Understanding Inception: Simplifying the Network Architecture

Understanding the Inception (Google LeNet) Architecture

Arjun Sarkar
The Startup
5 min readOct 23, 2020

--

Figure 1. Google LeNet (Inception) architecture (Source: Image from the original paper)

The LeNet architecture used 5x5 convolutions, AlexNet used 3x3, 5x5, 11x11 convolutions and VGG used some other mix of 3x3, and 5x5 convolutions. But the questions that deep learning scientists were worried about were which combination of convolutions to use in different datasets to get the best results.

For example, if we pick 5x5 convolutions, we end up with a fair number of parameters, there are a lot more multiplications involved, and they need a lot of parameters and are very slow, but on the other hand, it is very expressive. But if we pick 1x1 convolutions, it is much faster and does not need much memory, but maybe it does not work so well. Keeping these questions in mind, a brilliant idea was proposed in the Google LeNet paper — why not just pick them all, and stack them up in various convolutional blocks. It is also called the Inception paper, based on the movie Inception, and its famous dialogue — ‘we need to go deeper’.

Link to Inception paper — https://arxiv.org/abs/1409.4842

Inception Blocks:

Figure 2. The Inception Block (Source: Image from the original paper)

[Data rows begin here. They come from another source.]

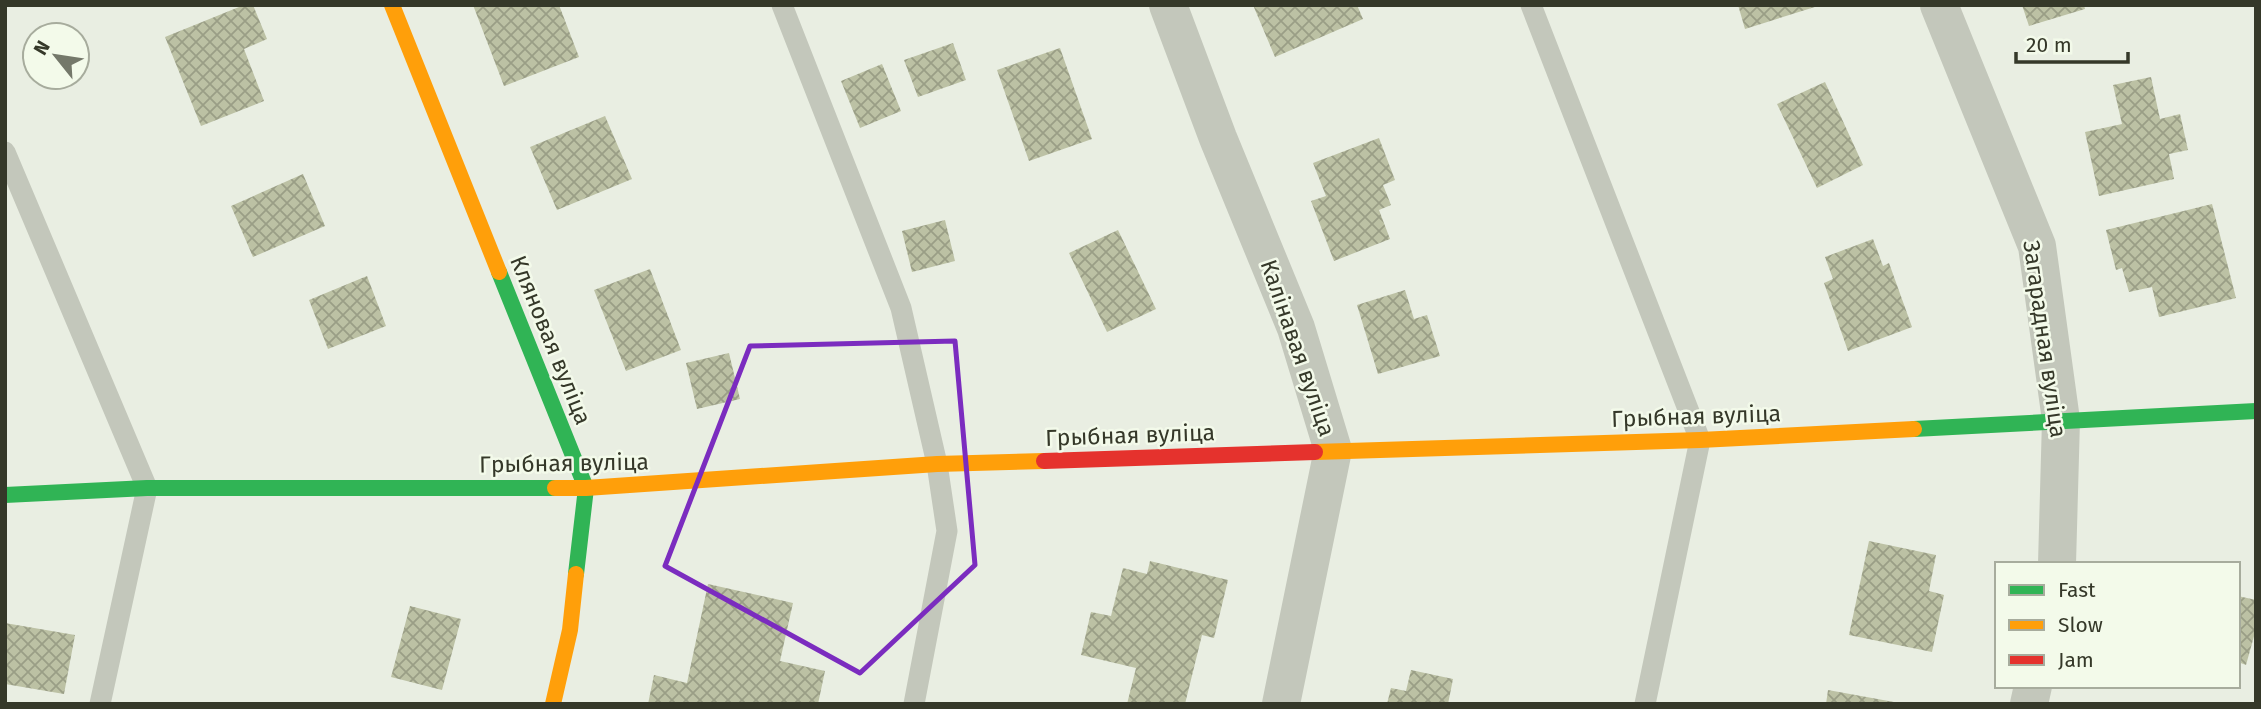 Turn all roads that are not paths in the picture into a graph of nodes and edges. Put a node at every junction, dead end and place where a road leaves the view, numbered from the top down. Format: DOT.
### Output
graph roads {
  1 [pos="392,5"];
  2 [pos="782,5"];
  3 [pos="1168,5"];
  4 [pos="1531,5"];
  5 [pos="1939,5"];
  6 [pos="5,152"];
  7 [pos="2256,411"];
  8 [pos="2061,420"];
  9 [pos="1700,440"];
  10 [pos="1333,450"];
  11 [pos="937,464"];
  12 [pos="147,488"];
  13 [pos="586,488"];
  14 [pos="5,495"];
  15 [pos="2057,562"];
  16 [pos="100,704"];
  17 [pos="553,704"];
  18 [pos="914,704"];
  19 [pos="1281,704"];
  20 [pos="1644,704"];
  1 -- 13 [label="street, Кляновая вуліца"];
  2 -- 11 [label="lane"];
  3 -- 10 [label="street, Калінавая вуліца"];
  4 -- 9 [label="lane"];
  5 -- 8 [label="street, Загарадная вуліца"];
  6 -- 12 [label="lane"];
  7 -- 8 [label="street, Грыбная вуліца"];
  8 -- 9 [label="street, Грыбная вуліца"];
  8 -- 15 [label="street, Загарадная вуліца"];
  9 -- 10 [label="street, Грыбная вуліца"];
  9 -- 20 [label="lane"];
  10 -- 11 [label="street, Грыбная вуліца"];
  10 -- 19 [label="street, Калінавая вуліца"];
  11 -- 13 [label="street, Грыбная вуліца"];
  11 -- 18 [label="lane"];
  12 -- 13 [label="street, Грыбная вуліца"];
  12 -- 14 [label="street, Грыбная вуліца"];
  12 -- 16 [label="lane"];
  13 -- 17 [label="street, Кляновая вуліца"];
}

The inception block has it all. It has 1x1 convolutions followed by 3x3 convolutions, it has 1x1 convolutions followed by 5x5 convolutions, it has a 3x3 max pool layer followed by a 1x1 convolutions and it has a single 1x1 convolution. The idea is that if we use all the convolutions and pooling in a block, some of them will be efficient enough to extract some meaningful information from the images. To make sure that the image dimensions are maintained, the 3x3 convolutions have a padding of 1, and the 5x5 layer has a padding of 2 so that the input and the output images have the same size. And finally, they are all stacked together.

Figure 3. The first Inception Block (Source: Image created by author)

The number of filters in each layer in the Inception blocks are designed in such a way that we get the desired number of channels as the output for the next block. For example, in the first inception block, as shown in Figure 3, the total number of channels add up to 256.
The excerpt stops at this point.